PROBLEM DESCRIPTION> Repeat the data exactly. Pictures are not part of the copy.

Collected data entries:
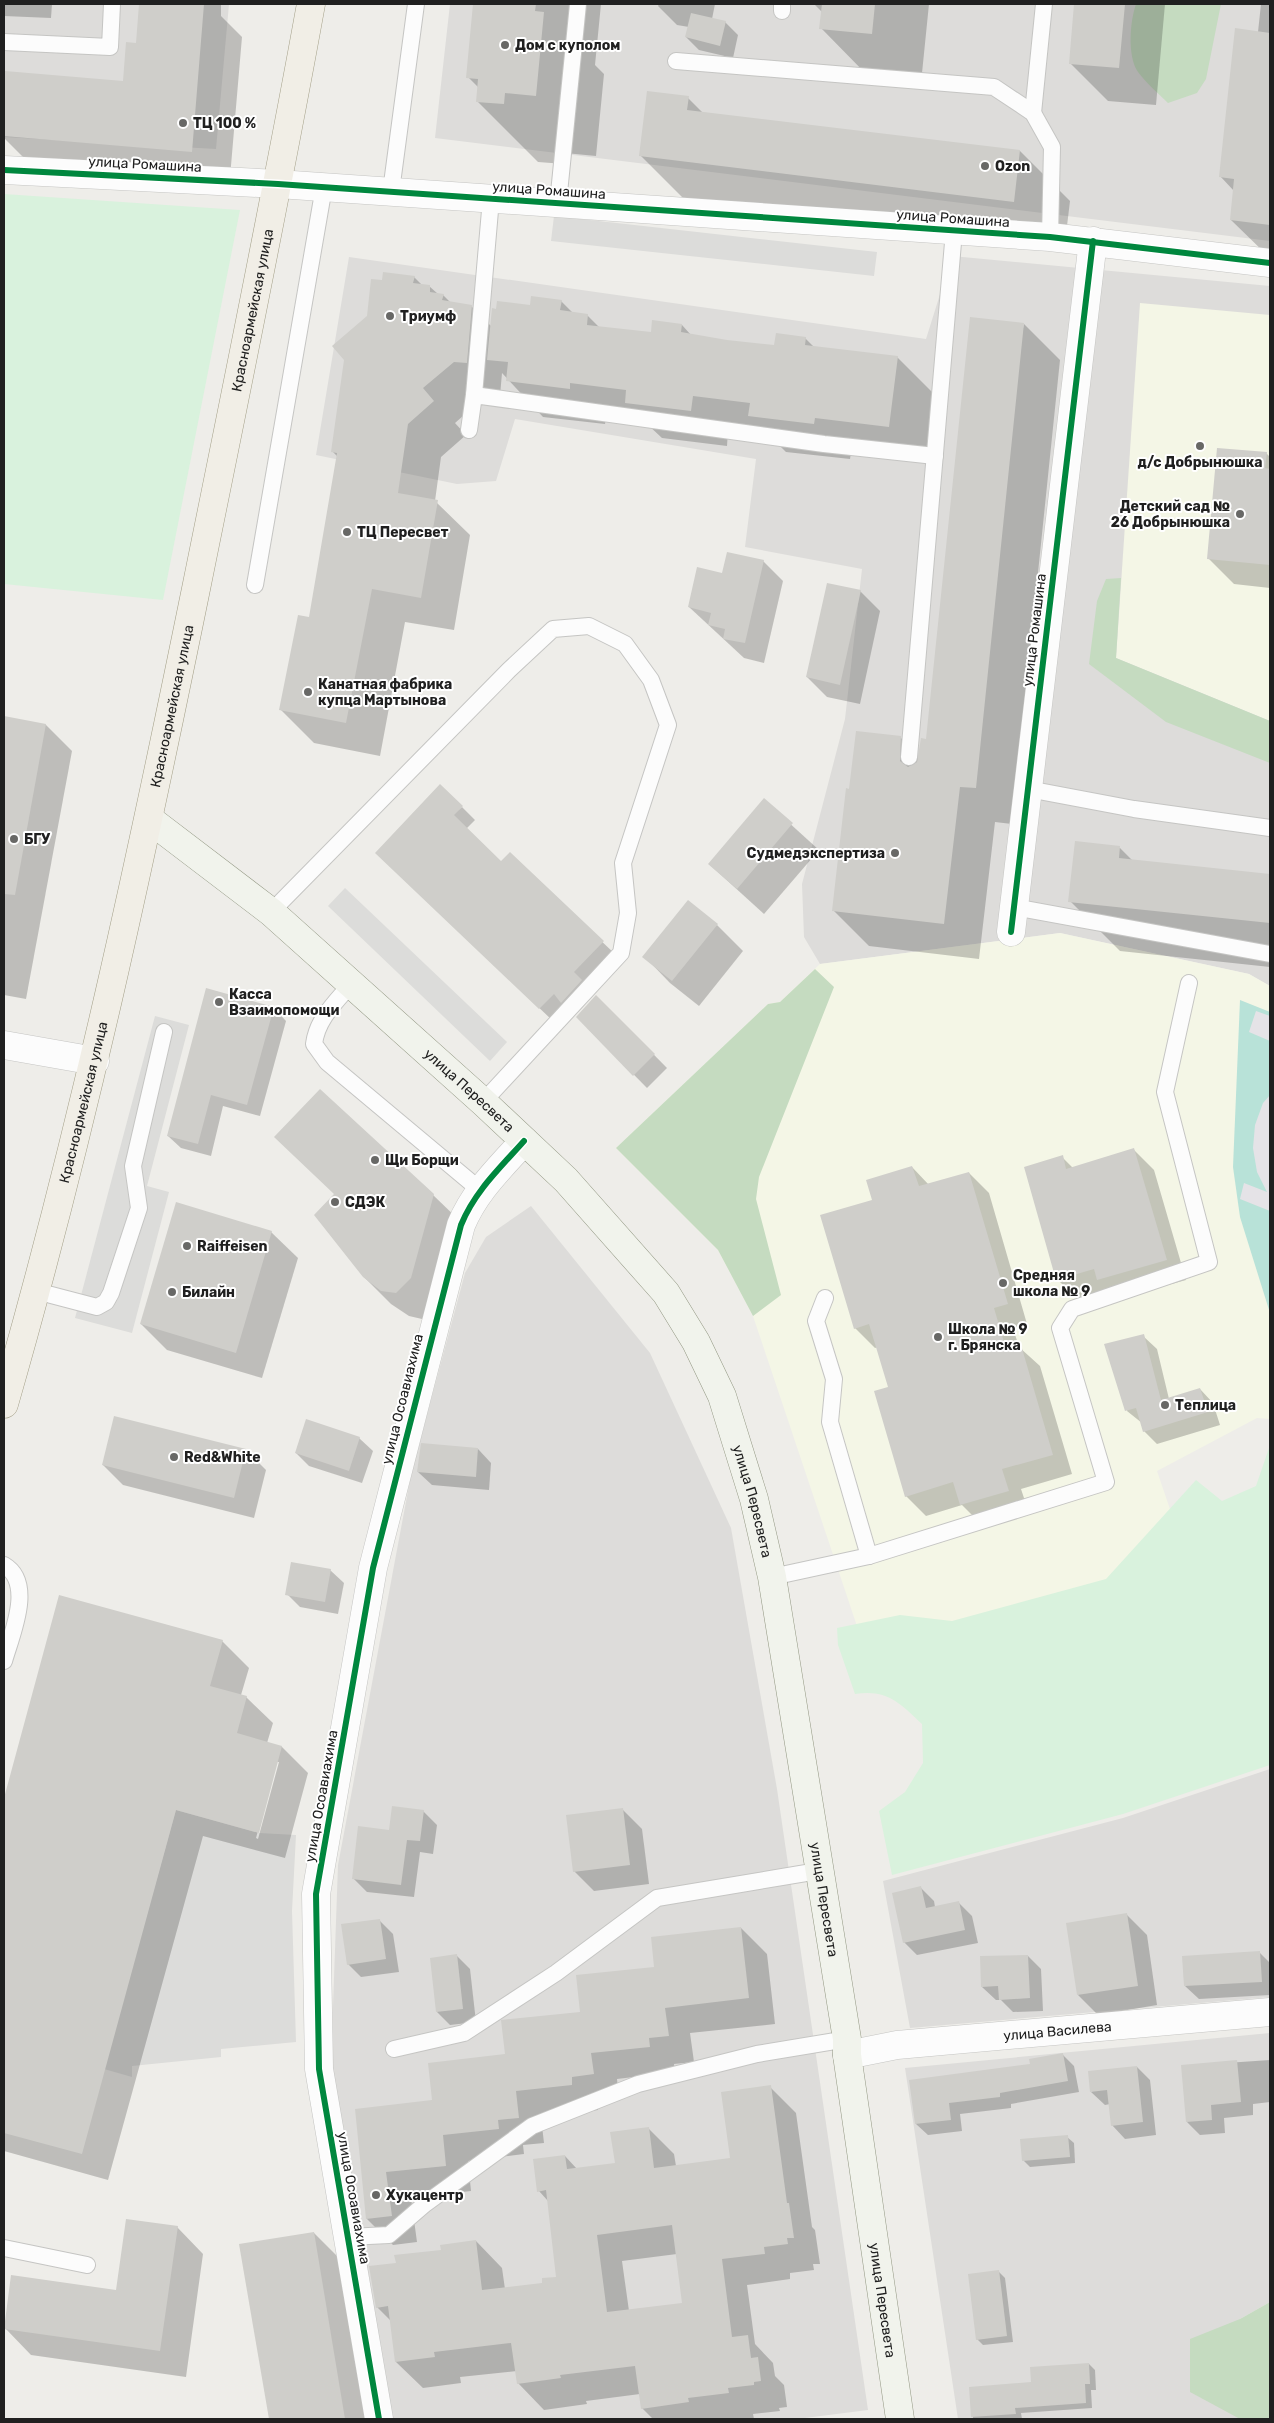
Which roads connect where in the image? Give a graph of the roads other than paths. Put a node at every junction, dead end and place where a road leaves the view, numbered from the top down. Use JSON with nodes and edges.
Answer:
{"nodes":[{"id":1,"x":112,"y":4,"type":"edge"},
{"id":2,"x":311,"y":4,"type":"edge"},
{"id":3,"x":416,"y":4,"type":"edge"},
{"id":4,"x":578,"y":4,"type":"edge"},
{"id":5,"x":1044,"y":4,"type":"edge"},
{"id":6,"x":4,"y":42,"type":"edge"},
{"id":7,"x":676,"y":61,"type":"dead end"},
{"id":8,"x":1032,"y":113,"type":"junction"},
{"id":9,"x":4,"y":170,"type":"edge"},
{"id":10,"x":278,"y":184,"type":"junction"},
{"id":11,"x":324,"y":187,"type":"junction"},
{"id":12,"x":391,"y":192,"type":"junction"},
{"id":13,"x":492,"y":199,"type":"junction"},
{"id":14,"x":558,"y":203,"type":"junction"},
{"id":15,"x":954,"y":231,"type":"junction"},
{"id":16,"x":1050,"y":237,"type":"junction"},
{"id":17,"x":1092,"y":241,"type":"junction"},
{"id":18,"x":1270,"y":263,"type":"edge"},
{"id":19,"x":474,"y":395,"type":"junction"},
{"id":20,"x":469,"y":430,"type":"dead end"},
{"id":21,"x":935,"y":456,"type":"junction"},
{"id":22,"x":255,"y":585,"type":"dead end"},
{"id":23,"x":909,"y":757,"type":"dead end"},
{"id":24,"x":1028,"y":788,"type":"junction"},
{"id":25,"x":149,"y":819,"type":"junction"},
{"id":26,"x":1270,"y":828,"type":"edge"},
{"id":27,"x":271,"y":912,"type":"junction"},
{"id":28,"x":1012,"y":920,"type":"joint"},
{"id":29,"x":1270,"y":954,"type":"edge"},
{"id":30,"x":1189,"y":983,"type":"dead end"},
{"id":31,"x":351,"y":984,"type":"junction"},
{"id":32,"x":164,"y":1032,"type":"dead end"},
{"id":33,"x":4,"y":1045,"type":"edge"},
{"id":34,"x":95,"y":1061,"type":"junction"},
{"id":35,"x":482,"y":1102,"type":"junction"},
{"id":36,"x":524,"y":1141,"type":"junction"},
{"id":37,"x":480,"y":1190,"type":"junction"},
{"id":38,"x":36,"y":1291,"type":"junction"},
{"id":39,"x":825,"y":1298,"type":"dead end"},
{"id":40,"x":9,"y":1368,"type":"edge"},
{"id":41,"x":4,"y":1404,"type":"edge"},
{"id":42,"x":870,"y":1556,"type":"junction"},
{"id":43,"x":4,"y":1565,"type":"edge"},
{"id":44,"x":772,"y":1577,"type":"junction"},
{"id":45,"x":4,"y":1661,"type":"edge"},
{"id":46,"x":818,"y":1872,"type":"junction"},
{"id":47,"x":1270,"y":2012,"type":"edge"},
{"id":48,"x":847,"y":2047,"type":"junction"},
{"id":49,"x":394,"y":2049,"type":"dead end"},
{"id":50,"x":348,"y":2236,"type":"junction"},
{"id":51,"x":4,"y":2248,"type":"edge"},
{"id":52,"x":87,"y":2265,"type":"dead end"},
{"id":53,"x":379,"y":2419,"type":"edge"},
{"id":54,"x":900,"y":2419,"type":"edge"}],
"edges":[{"from":1,"to":6,"type":"lane"},
{"from":2,"to":10,"type":"main road","name":"Красноармейская улица"},
{"from":3,"to":12,"type":"lane"},
{"from":4,"to":14,"type":"lane"},
{"from":5,"to":8,"type":"lane"},
{"from":7,"to":8,"type":"lane"},
{"from":8,"to":16,"type":"lane"},
{"from":9,"to":10,"type":"street","name":"улица Ромашина"},
{"from":10,"to":11,"type":"street","name":"улица Ромашина"},
{"from":10,"to":25,"type":"main road","name":"Красноармейская улица"},
{"from":11,"to":12,"type":"street","name":"улица Ромашина"},
{"from":11,"to":22,"type":"lane"},
{"from":12,"to":13,"type":"street","name":"улица Ромашина"},
{"from":13,"to":14,"type":"street","name":"улица Ромашина"},
{"from":13,"to":19,"type":"lane"},
{"from":14,"to":15,"type":"street","name":"улица Ромашина"},
{"from":15,"to":16,"type":"street","name":"улица Ромашина"},
{"from":15,"to":21,"type":"lane"},
{"from":16,"to":17,"type":"street","name":"улица Ромашина"},
{"from":17,"to":18,"type":"street","name":"улица Ромашина"},
{"from":17,"to":24,"type":"street","name":"улица Ромашина"},
{"from":19,"to":20,"type":"lane"},
{"from":19,"to":21,"type":"lane"},
{"from":21,"to":23,"type":"lane"},
{"from":24,"to":26,"type":"lane"},
{"from":24,"to":28,"type":"street","name":"улица Ромашина"},
{"from":25,"to":27,"type":"main road","name":"улица Пересвета"},
{"from":25,"to":34,"type":"main road","name":"Красноармейская улица"},
{"from":27,"to":31,"type":"main road","name":"улица Пересвета"},
{"from":27,"to":35,"type":"lane"},
{"from":28,"to":29,"type":"lane"},
{"from":30,"to":42,"type":"lane"},
{"from":31,"to":35,"type":"main road","name":"улица Пересвета"},
{"from":31,"to":37,"type":"lane"},
{"from":32,"to":38,"type":"lane"},
{"from":33,"to":34,"type":"street"},
{"from":34,"to":38,"type":"main road","name":"Красноармейская улица"},
{"from":35,"to":36,"type":"main road","name":"улица Пересвета"},
{"from":36,"to":37,"type":"street","name":"улица Осоавиахима"},
{"from":36,"to":44,"type":"main road","name":"улица Пересвета"},
{"from":37,"to":50,"type":"street","name":"улица Осоавиахима"},
{"from":38,"to":40,"type":"main road","name":"Красноармейская улица"},
{"from":39,"to":42,"type":"lane"},
{"from":40,"to":41,"type":"main road","name":"Красноармейская улица"},
{"from":42,"to":44,"type":"lane"},
{"from":43,"to":45,"type":"lane"},
{"from":44,"to":46,"type":"main road","name":"улица Пересвета"},
{"from":46,"to":48,"type":"main road","name":"улица Пересвета"},
{"from":46,"to":49,"type":"lane"},
{"from":47,"to":48,"type":"street","name":"улица Василева"},
{"from":48,"to":50,"type":"lane"},
{"from":48,"to":54,"type":"main road","name":"улица Пересвета"},
{"from":50,"to":53,"type":"street","name":"улица Осоавиахима"},
{"from":51,"to":52,"type":"lane"}]}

WRITTEN RESPONSE>
Which roads connect where in the image? Give a graph of the roads other than paths. Put a node at every junction, dead end and place where a road leaves the view, numbered from the top down. Use JSON with nodes and edges.
Answer:
{"nodes":[{"id":1,"x":112,"y":4,"type":"edge"},
{"id":2,"x":311,"y":4,"type":"edge"},
{"id":3,"x":416,"y":4,"type":"edge"},
{"id":4,"x":578,"y":4,"type":"edge"},
{"id":5,"x":1044,"y":4,"type":"edge"},
{"id":6,"x":4,"y":42,"type":"edge"},
{"id":7,"x":676,"y":61,"type":"dead end"},
{"id":8,"x":1032,"y":113,"type":"junction"},
{"id":9,"x":4,"y":170,"type":"edge"},
{"id":10,"x":278,"y":184,"type":"junction"},
{"id":11,"x":324,"y":187,"type":"junction"},
{"id":12,"x":391,"y":192,"type":"junction"},
{"id":13,"x":492,"y":199,"type":"junction"},
{"id":14,"x":558,"y":203,"type":"junction"},
{"id":15,"x":954,"y":231,"type":"junction"},
{"id":16,"x":1050,"y":237,"type":"junction"},
{"id":17,"x":1092,"y":241,"type":"junction"},
{"id":18,"x":1270,"y":263,"type":"edge"},
{"id":19,"x":474,"y":395,"type":"junction"},
{"id":20,"x":469,"y":430,"type":"dead end"},
{"id":21,"x":935,"y":456,"type":"junction"},
{"id":22,"x":255,"y":585,"type":"dead end"},
{"id":23,"x":909,"y":757,"type":"dead end"},
{"id":24,"x":1028,"y":788,"type":"junction"},
{"id":25,"x":149,"y":819,"type":"junction"},
{"id":26,"x":1270,"y":828,"type":"edge"},
{"id":27,"x":271,"y":912,"type":"junction"},
{"id":28,"x":1012,"y":920,"type":"joint"},
{"id":29,"x":1270,"y":954,"type":"edge"},
{"id":30,"x":1189,"y":983,"type":"dead end"},
{"id":31,"x":351,"y":984,"type":"junction"},
{"id":32,"x":164,"y":1032,"type":"dead end"},
{"id":33,"x":4,"y":1045,"type":"edge"},
{"id":34,"x":95,"y":1061,"type":"junction"},
{"id":35,"x":482,"y":1102,"type":"junction"},
{"id":36,"x":524,"y":1141,"type":"junction"},
{"id":37,"x":480,"y":1190,"type":"junction"},
{"id":38,"x":36,"y":1291,"type":"junction"},
{"id":39,"x":825,"y":1298,"type":"dead end"},
{"id":40,"x":9,"y":1368,"type":"edge"},
{"id":41,"x":4,"y":1404,"type":"edge"},
{"id":42,"x":870,"y":1556,"type":"junction"},
{"id":43,"x":4,"y":1565,"type":"edge"},
{"id":44,"x":772,"y":1577,"type":"junction"},
{"id":45,"x":4,"y":1661,"type":"edge"},
{"id":46,"x":818,"y":1872,"type":"junction"},
{"id":47,"x":1270,"y":2012,"type":"edge"},
{"id":48,"x":847,"y":2047,"type":"junction"},
{"id":49,"x":394,"y":2049,"type":"dead end"},
{"id":50,"x":348,"y":2236,"type":"junction"},
{"id":51,"x":4,"y":2248,"type":"edge"},
{"id":52,"x":87,"y":2265,"type":"dead end"},
{"id":53,"x":379,"y":2419,"type":"edge"},
{"id":54,"x":900,"y":2419,"type":"edge"}],
"edges":[{"from":1,"to":6,"type":"lane"},
{"from":2,"to":10,"type":"main road","name":"Красноармейская улица"},
{"from":3,"to":12,"type":"lane"},
{"from":4,"to":14,"type":"lane"},
{"from":5,"to":8,"type":"lane"},
{"from":7,"to":8,"type":"lane"},
{"from":8,"to":16,"type":"lane"},
{"from":9,"to":10,"type":"street","name":"улица Ромашина"},
{"from":10,"to":11,"type":"street","name":"улица Ромашина"},
{"from":10,"to":25,"type":"main road","name":"Красноармейская улица"},
{"from":11,"to":12,"type":"street","name":"улица Ромашина"},
{"from":11,"to":22,"type":"lane"},
{"from":12,"to":13,"type":"street","name":"улица Ромашина"},
{"from":13,"to":14,"type":"street","name":"улица Ромашина"},
{"from":13,"to":19,"type":"lane"},
{"from":14,"to":15,"type":"street","name":"улица Ромашина"},
{"from":15,"to":16,"type":"street","name":"улица Ромашина"},
{"from":15,"to":21,"type":"lane"},
{"from":16,"to":17,"type":"street","name":"улица Ромашина"},
{"from":17,"to":18,"type":"street","name":"улица Ромашина"},
{"from":17,"to":24,"type":"street","name":"улица Ромашина"},
{"from":19,"to":20,"type":"lane"},
{"from":19,"to":21,"type":"lane"},
{"from":21,"to":23,"type":"lane"},
{"from":24,"to":26,"type":"lane"},
{"from":24,"to":28,"type":"street","name":"улица Ромашина"},
{"from":25,"to":27,"type":"main road","name":"улица Пересвета"},
{"from":25,"to":34,"type":"main road","name":"Красноармейская улица"},
{"from":27,"to":31,"type":"main road","name":"улица Пересвета"},
{"from":27,"to":35,"type":"lane"},
{"from":28,"to":29,"type":"lane"},
{"from":30,"to":42,"type":"lane"},
{"from":31,"to":35,"type":"main road","name":"улица Пересвета"},
{"from":31,"to":37,"type":"lane"},
{"from":32,"to":38,"type":"lane"},
{"from":33,"to":34,"type":"street"},
{"from":34,"to":38,"type":"main road","name":"Красноармейская улица"},
{"from":35,"to":36,"type":"main road","name":"улица Пересвета"},
{"from":36,"to":37,"type":"street","name":"улица Осоавиахима"},
{"from":36,"to":44,"type":"main road","name":"улица Пересвета"},
{"from":37,"to":50,"type":"street","name":"улица Осоавиахима"},
{"from":38,"to":40,"type":"main road","name":"Красноармейская улица"},
{"from":39,"to":42,"type":"lane"},
{"from":40,"to":41,"type":"main road","name":"Красноармейская улица"},
{"from":42,"to":44,"type":"lane"},
{"from":43,"to":45,"type":"lane"},
{"from":44,"to":46,"type":"main road","name":"улица Пересвета"},
{"from":46,"to":48,"type":"main road","name":"улица Пересвета"},
{"from":46,"to":49,"type":"lane"},
{"from":47,"to":48,"type":"street","name":"улица Василева"},
{"from":48,"to":50,"type":"lane"},
{"from":48,"to":54,"type":"main road","name":"улица Пересвета"},
{"from":50,"to":53,"type":"street","name":"улица Осоавиахима"},
{"from":51,"to":52,"type":"lane"}]}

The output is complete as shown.